- What you need to do
Go through the entries below and return every line that contains "مسلم".

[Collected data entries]
※ ※ ※

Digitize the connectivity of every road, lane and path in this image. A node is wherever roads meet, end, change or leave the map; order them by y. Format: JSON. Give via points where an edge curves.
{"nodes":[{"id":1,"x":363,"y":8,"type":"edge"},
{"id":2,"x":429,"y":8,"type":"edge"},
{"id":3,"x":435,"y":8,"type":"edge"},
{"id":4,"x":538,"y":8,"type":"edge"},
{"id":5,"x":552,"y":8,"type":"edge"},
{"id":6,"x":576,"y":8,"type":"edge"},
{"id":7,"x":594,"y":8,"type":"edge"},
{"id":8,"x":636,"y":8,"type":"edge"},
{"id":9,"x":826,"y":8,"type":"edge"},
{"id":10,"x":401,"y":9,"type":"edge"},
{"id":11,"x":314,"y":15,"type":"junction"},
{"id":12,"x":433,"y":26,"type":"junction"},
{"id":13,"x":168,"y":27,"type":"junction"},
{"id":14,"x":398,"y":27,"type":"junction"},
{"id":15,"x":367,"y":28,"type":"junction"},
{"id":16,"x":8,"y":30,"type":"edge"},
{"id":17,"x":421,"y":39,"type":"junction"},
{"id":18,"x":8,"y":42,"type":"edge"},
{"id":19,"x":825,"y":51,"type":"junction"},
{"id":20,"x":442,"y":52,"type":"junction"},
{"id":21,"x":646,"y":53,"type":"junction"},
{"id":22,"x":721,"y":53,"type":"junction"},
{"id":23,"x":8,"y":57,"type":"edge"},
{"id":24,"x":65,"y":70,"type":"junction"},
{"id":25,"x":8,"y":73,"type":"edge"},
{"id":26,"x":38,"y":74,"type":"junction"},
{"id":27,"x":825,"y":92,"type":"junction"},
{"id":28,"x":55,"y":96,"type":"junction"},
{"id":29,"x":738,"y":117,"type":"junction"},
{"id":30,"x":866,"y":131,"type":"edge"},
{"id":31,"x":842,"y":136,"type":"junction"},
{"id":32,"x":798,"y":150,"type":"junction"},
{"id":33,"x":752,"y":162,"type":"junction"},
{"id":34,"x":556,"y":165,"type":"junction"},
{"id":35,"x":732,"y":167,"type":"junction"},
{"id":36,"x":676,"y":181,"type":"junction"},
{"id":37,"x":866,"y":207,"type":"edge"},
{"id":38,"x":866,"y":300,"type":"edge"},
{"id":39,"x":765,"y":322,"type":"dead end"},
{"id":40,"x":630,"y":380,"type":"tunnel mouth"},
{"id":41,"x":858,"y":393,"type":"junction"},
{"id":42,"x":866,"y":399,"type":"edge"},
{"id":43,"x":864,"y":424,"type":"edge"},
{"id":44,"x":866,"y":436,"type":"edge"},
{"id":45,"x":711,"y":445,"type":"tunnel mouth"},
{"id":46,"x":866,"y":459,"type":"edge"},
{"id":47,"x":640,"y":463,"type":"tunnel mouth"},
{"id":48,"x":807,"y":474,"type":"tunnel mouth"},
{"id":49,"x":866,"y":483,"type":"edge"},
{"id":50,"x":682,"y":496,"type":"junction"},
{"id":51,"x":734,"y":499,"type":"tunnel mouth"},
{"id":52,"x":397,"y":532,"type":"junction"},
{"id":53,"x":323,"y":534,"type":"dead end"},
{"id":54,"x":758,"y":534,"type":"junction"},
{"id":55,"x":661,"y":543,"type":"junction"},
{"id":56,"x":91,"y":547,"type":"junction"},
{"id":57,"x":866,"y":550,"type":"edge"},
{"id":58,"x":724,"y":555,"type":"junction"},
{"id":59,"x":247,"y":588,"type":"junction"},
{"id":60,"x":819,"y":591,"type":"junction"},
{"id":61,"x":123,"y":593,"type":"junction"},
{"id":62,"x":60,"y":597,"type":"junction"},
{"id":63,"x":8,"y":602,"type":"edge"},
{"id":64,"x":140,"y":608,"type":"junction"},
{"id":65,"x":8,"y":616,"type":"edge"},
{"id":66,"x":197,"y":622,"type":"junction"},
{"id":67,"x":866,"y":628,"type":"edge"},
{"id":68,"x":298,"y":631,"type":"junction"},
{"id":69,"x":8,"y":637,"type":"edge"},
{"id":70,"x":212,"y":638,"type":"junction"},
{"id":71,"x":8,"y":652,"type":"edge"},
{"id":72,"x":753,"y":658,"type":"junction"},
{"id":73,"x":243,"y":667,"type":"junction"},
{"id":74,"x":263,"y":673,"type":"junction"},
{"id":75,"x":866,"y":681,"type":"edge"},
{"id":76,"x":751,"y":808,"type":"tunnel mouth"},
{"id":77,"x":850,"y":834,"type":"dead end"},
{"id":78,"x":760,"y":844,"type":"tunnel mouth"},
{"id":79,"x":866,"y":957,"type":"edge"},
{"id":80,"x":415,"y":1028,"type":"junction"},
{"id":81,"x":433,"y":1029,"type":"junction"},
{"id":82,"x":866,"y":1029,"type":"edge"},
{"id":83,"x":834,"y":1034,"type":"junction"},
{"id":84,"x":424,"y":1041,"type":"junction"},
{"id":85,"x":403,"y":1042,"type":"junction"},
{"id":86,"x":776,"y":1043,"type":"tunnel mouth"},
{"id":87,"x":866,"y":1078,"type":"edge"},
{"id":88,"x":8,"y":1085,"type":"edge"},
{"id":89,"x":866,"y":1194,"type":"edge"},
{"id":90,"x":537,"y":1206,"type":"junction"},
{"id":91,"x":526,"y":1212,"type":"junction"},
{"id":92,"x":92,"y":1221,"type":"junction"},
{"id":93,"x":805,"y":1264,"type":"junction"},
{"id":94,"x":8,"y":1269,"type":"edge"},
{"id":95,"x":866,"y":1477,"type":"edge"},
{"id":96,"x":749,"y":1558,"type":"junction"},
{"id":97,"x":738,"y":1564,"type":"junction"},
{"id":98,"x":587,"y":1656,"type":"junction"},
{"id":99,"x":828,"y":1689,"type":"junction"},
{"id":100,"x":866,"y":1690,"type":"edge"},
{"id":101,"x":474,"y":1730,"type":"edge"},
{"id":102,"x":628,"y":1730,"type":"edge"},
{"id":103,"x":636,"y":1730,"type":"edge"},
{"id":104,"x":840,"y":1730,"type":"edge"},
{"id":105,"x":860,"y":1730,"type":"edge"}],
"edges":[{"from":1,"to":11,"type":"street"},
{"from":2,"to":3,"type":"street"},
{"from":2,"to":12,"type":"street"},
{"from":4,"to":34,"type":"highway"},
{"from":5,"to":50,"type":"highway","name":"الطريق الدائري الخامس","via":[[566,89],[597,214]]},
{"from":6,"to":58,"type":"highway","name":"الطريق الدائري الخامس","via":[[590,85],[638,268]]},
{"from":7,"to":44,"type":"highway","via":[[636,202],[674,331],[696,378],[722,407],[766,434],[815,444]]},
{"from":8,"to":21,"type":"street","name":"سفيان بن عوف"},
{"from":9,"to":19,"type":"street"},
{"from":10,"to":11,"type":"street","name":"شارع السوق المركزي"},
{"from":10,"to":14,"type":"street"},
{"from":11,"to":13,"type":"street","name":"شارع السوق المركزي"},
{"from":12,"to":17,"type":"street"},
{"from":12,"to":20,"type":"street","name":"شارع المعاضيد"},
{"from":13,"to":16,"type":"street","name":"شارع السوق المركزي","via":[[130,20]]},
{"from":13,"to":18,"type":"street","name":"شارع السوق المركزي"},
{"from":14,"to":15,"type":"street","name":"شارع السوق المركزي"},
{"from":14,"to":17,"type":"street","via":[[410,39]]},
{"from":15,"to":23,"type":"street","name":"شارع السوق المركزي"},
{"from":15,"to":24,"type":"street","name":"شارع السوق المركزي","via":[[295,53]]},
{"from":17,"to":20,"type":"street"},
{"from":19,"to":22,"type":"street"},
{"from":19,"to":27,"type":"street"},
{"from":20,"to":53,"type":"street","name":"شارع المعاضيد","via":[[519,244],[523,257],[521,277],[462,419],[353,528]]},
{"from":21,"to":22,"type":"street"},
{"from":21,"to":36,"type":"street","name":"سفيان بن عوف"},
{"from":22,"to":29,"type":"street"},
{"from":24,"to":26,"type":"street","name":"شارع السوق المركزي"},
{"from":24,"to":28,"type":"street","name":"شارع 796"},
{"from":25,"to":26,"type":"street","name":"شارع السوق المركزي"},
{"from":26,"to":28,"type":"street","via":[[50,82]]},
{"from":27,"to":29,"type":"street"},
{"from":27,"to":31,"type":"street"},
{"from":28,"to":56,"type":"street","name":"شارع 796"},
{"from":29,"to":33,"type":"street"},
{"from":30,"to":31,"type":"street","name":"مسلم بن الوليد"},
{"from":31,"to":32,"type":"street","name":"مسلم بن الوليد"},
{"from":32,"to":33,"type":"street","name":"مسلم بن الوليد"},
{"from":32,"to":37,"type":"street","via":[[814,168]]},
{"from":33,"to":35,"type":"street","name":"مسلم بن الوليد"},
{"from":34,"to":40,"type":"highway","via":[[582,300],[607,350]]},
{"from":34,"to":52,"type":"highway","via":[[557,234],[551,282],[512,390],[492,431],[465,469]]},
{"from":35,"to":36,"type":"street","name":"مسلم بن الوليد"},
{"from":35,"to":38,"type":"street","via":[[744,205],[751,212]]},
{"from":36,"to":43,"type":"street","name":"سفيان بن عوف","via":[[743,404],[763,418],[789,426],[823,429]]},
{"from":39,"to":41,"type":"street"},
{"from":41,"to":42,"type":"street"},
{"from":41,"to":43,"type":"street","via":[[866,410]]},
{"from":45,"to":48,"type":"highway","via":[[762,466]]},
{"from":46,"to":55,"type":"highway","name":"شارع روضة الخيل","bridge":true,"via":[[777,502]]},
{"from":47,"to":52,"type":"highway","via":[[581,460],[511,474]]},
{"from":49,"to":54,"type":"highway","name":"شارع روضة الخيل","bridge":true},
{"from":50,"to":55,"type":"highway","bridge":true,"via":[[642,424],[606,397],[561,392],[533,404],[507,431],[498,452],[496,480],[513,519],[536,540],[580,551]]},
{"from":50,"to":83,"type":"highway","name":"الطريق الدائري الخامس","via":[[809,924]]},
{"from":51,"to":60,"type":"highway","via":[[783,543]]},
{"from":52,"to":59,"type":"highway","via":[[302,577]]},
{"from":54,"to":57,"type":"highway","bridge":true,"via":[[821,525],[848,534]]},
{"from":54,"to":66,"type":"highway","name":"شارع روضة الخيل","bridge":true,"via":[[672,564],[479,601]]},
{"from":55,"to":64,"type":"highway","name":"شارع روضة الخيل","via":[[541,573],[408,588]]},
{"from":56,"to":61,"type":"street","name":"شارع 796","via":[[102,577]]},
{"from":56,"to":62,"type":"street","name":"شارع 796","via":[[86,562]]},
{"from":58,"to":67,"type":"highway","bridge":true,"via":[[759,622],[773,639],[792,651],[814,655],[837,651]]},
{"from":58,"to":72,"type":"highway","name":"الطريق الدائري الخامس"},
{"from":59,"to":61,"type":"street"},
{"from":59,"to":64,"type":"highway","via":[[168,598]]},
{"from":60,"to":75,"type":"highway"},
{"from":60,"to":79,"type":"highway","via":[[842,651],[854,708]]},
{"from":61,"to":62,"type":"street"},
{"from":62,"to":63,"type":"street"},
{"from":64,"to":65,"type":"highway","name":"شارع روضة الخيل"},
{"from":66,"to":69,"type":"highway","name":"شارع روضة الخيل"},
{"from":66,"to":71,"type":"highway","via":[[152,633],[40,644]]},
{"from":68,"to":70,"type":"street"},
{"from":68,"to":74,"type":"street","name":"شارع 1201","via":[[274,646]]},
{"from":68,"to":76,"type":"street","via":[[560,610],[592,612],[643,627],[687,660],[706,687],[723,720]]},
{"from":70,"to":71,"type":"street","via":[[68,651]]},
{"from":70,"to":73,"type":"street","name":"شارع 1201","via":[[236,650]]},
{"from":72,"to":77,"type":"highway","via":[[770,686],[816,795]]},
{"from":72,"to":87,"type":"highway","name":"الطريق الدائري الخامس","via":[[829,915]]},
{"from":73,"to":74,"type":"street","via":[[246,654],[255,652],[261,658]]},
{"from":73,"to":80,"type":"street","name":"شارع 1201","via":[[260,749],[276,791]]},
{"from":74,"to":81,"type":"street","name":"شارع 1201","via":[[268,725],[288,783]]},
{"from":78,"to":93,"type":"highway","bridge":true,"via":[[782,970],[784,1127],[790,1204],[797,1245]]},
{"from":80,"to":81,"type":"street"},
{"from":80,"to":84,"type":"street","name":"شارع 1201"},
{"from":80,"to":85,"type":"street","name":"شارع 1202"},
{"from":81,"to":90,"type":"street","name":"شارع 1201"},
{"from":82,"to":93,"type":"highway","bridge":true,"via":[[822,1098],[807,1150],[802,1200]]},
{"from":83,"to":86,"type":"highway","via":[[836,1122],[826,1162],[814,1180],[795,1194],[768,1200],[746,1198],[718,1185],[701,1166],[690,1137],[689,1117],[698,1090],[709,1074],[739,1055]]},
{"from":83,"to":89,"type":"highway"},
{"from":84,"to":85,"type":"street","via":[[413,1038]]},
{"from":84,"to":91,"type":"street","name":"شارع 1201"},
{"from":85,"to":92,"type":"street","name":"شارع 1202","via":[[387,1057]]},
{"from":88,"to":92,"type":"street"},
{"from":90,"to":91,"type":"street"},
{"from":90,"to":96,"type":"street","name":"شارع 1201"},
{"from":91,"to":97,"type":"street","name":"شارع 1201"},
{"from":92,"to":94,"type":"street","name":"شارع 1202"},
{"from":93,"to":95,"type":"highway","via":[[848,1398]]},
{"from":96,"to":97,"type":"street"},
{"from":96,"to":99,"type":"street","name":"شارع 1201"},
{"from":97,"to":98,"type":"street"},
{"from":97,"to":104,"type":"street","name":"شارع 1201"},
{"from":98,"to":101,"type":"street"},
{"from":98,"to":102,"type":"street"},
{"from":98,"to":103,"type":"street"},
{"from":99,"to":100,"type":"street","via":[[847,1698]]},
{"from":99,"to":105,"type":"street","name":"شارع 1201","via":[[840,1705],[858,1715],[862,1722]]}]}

※ ※ ※

- Response
{"from":30,"to":31,"type":"street","name":"مسلم بن الوليد"},
{"from":31,"to":32,"type":"street","name":"مسلم بن الوليد"},
{"from":32,"to":33,"type":"street","name":"مسلم بن الوليد"},
{"from":33,"to":35,"type":"street","name":"مسلم بن الوليد"},
{"from":35,"to":36,"type":"street","name":"مسلم بن الوليد"},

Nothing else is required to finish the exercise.